Personal information
- Full name: Arslan Saparniyazovich Satubaldin
- Date of birth: 14 August 1984 (age 40)
- Place of birth: Kazakhstan
- Position(s): Goalkeeper

Senior career*
- Years: Team / Apps / (Gls)
- 2005–2007: Okzhetpes / 19 / (0)
- 2007: Zhetysu / 1 / (0)
- 2008: Atyrau / 0 / (0)
- 2008–2009: Okzhetpes / 20 / (0)
- 2010: Taraz / 3 / (0)
- 2010–2011: Astana / 0 / (0)
- 2011: Kaisar / 2 / (0)
- 2011: Aktobe / 0 / (0)
- 2012: Astana-64 / 0 / (0)
- 2013–2015: Tobol / 9 / (0)
- 2016: Altai / 0 / (0)
- 2017: Taraz / 0 / (0)

= Arslan Satubaldin =

Kazakhstani footballer (born 1984)

Arslan Saparniyazovich Satubaldin (Арслан Сатубалдин; born 14 August 1984) is a Kazakhstani former footballer who played as a goalkeeper.

==Early life==

Satubaldin was born in Kazakhstan in 1984. He changed his last name from Begnepesov to Satubaldin.

==Career==

Satubaldin started his career with Kazakhstani side Okzhetpes. On 7 June 2006, debuted for the club during a 0–2 loss to Ekibastuzets. In 2007, he signed for Kazakhstani side Zhetysu.

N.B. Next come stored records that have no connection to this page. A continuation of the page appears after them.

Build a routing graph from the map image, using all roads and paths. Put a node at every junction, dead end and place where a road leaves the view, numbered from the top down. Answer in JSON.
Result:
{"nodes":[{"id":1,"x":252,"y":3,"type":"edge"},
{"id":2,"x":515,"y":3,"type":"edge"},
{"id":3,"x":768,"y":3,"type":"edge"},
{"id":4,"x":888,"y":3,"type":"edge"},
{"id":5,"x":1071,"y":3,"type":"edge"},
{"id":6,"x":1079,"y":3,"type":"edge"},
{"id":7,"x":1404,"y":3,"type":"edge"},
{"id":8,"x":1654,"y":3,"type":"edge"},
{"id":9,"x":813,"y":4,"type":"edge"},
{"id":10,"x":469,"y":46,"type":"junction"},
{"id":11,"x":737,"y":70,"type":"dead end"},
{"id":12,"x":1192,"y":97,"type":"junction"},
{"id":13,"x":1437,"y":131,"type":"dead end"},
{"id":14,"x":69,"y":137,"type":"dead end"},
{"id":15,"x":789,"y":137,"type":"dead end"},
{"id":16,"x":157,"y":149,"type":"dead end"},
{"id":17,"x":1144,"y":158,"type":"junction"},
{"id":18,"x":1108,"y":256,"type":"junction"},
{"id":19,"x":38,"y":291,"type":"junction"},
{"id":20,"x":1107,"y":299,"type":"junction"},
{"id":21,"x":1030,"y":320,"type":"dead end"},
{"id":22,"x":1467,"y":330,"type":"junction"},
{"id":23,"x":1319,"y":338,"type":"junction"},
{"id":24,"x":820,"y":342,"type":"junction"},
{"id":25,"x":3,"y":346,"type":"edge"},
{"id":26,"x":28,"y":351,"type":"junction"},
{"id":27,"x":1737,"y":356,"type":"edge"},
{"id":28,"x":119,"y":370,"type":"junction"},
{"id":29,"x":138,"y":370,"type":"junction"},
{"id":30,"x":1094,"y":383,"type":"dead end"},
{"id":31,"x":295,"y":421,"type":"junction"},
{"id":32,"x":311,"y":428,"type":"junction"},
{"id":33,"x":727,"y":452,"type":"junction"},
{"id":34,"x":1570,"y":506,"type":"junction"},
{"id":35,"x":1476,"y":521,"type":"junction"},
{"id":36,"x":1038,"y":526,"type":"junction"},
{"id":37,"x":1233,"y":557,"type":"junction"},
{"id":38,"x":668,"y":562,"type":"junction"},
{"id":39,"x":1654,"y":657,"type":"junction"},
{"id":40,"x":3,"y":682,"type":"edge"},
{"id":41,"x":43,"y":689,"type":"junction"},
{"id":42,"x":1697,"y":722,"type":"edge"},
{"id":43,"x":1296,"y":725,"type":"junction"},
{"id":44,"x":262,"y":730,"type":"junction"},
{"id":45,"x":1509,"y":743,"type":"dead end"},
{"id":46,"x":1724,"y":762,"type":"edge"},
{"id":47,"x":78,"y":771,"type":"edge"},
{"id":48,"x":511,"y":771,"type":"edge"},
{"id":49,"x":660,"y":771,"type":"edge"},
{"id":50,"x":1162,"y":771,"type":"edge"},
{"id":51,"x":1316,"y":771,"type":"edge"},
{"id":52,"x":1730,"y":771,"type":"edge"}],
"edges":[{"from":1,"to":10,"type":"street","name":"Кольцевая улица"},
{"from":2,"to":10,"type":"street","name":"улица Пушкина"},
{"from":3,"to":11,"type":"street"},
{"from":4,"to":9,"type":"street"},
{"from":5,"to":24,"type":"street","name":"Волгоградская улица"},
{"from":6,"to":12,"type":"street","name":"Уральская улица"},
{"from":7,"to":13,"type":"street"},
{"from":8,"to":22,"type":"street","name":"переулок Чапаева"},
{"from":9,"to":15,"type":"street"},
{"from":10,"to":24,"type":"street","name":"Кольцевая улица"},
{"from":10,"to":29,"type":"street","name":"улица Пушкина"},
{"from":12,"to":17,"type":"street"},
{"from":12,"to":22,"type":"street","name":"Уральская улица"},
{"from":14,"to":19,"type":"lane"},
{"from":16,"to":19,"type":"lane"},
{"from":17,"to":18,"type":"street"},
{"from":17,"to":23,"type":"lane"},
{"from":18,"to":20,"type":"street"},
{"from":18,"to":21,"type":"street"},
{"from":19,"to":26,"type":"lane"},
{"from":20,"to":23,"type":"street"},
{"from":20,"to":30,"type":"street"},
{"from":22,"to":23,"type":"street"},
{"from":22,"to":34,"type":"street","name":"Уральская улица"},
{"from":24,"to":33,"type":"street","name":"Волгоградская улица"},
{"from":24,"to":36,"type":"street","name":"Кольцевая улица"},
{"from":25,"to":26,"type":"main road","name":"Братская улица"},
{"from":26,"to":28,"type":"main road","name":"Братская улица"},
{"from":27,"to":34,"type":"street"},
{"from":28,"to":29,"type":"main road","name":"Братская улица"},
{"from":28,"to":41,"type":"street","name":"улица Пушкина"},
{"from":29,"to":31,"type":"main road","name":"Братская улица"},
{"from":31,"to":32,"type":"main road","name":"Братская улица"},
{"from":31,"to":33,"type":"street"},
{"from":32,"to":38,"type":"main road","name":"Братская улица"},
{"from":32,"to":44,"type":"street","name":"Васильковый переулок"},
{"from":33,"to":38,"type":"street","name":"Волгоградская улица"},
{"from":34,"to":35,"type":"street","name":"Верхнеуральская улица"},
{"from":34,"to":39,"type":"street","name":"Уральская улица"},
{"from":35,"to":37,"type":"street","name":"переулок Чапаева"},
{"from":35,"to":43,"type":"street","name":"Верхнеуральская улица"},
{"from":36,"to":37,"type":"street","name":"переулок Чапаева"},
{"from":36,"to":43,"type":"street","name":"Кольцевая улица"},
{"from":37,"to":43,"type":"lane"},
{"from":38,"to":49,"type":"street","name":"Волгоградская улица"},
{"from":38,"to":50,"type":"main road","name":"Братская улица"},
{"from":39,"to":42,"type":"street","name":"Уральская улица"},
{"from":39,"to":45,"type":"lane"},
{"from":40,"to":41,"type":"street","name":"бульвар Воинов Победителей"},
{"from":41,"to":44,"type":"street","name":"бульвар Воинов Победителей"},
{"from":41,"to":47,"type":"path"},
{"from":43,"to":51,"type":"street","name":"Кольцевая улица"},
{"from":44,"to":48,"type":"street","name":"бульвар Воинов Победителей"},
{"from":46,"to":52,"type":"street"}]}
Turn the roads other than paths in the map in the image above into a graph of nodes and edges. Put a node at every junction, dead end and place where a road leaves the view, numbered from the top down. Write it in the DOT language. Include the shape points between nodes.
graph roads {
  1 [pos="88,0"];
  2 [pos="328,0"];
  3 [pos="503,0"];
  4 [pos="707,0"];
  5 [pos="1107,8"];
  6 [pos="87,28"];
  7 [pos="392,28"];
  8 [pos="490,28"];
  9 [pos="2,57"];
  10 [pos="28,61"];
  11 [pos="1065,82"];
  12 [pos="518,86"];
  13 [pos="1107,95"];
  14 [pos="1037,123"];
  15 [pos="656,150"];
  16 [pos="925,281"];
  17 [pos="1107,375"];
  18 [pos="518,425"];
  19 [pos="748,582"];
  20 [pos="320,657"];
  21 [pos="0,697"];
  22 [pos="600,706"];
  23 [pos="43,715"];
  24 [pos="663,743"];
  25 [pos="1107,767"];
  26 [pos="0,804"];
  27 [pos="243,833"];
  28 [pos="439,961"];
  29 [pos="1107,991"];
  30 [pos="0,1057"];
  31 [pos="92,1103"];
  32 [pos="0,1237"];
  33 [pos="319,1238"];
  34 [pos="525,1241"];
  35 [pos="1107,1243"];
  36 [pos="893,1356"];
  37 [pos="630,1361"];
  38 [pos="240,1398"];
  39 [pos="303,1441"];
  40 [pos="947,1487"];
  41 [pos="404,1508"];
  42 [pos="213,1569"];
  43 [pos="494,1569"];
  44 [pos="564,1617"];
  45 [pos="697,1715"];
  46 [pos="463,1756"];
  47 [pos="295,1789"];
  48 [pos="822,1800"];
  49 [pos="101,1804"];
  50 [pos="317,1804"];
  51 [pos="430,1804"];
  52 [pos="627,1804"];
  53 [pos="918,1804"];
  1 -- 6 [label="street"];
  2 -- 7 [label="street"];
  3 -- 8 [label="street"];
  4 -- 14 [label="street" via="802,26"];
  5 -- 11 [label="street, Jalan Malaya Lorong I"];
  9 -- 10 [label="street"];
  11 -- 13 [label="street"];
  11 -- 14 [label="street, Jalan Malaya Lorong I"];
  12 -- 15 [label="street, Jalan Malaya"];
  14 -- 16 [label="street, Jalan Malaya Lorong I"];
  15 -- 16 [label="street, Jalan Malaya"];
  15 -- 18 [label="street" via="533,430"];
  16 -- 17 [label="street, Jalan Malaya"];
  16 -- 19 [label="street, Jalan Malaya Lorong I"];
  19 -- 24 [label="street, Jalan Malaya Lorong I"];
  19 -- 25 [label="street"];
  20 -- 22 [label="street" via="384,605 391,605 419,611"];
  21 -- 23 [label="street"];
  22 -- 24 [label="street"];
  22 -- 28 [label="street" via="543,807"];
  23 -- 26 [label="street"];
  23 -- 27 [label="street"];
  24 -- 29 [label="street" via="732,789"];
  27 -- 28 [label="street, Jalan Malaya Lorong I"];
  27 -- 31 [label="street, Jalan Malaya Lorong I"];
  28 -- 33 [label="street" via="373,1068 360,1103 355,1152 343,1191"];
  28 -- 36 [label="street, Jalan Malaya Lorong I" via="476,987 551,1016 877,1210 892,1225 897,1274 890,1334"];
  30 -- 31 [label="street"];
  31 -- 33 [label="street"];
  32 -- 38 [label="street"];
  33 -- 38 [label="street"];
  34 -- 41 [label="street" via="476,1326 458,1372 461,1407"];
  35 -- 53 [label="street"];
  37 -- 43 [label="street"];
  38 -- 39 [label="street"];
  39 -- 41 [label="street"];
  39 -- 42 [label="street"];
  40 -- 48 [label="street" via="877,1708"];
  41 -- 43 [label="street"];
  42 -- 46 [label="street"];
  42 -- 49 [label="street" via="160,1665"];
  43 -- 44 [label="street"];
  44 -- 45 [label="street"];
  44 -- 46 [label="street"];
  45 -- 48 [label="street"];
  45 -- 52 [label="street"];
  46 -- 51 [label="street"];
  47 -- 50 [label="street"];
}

In 2008, he signed for Kazakhstani side Atyrau. After that, he signed for Kazakhstani side Okzhetpes. In 2010, he signed for Kazakhstani side Taraz. After that, he signed for Kazakhstani side Astana. In 2011, he signed for Kazakhstani side Kaisar. After that, he signed for Kazakhstani side Aktobe. In 2012, he signed for Kazakhstani side Astana-64. In 2013, he signed for Kazakhstani side Tobol. In 2016, he signed for Kazakhstani side Altai. In 2017, he returned to Kazakhstani side Taraz.

==Personal life==

He has been married. After retiring from professional football, he worked as a goalkeeper coach.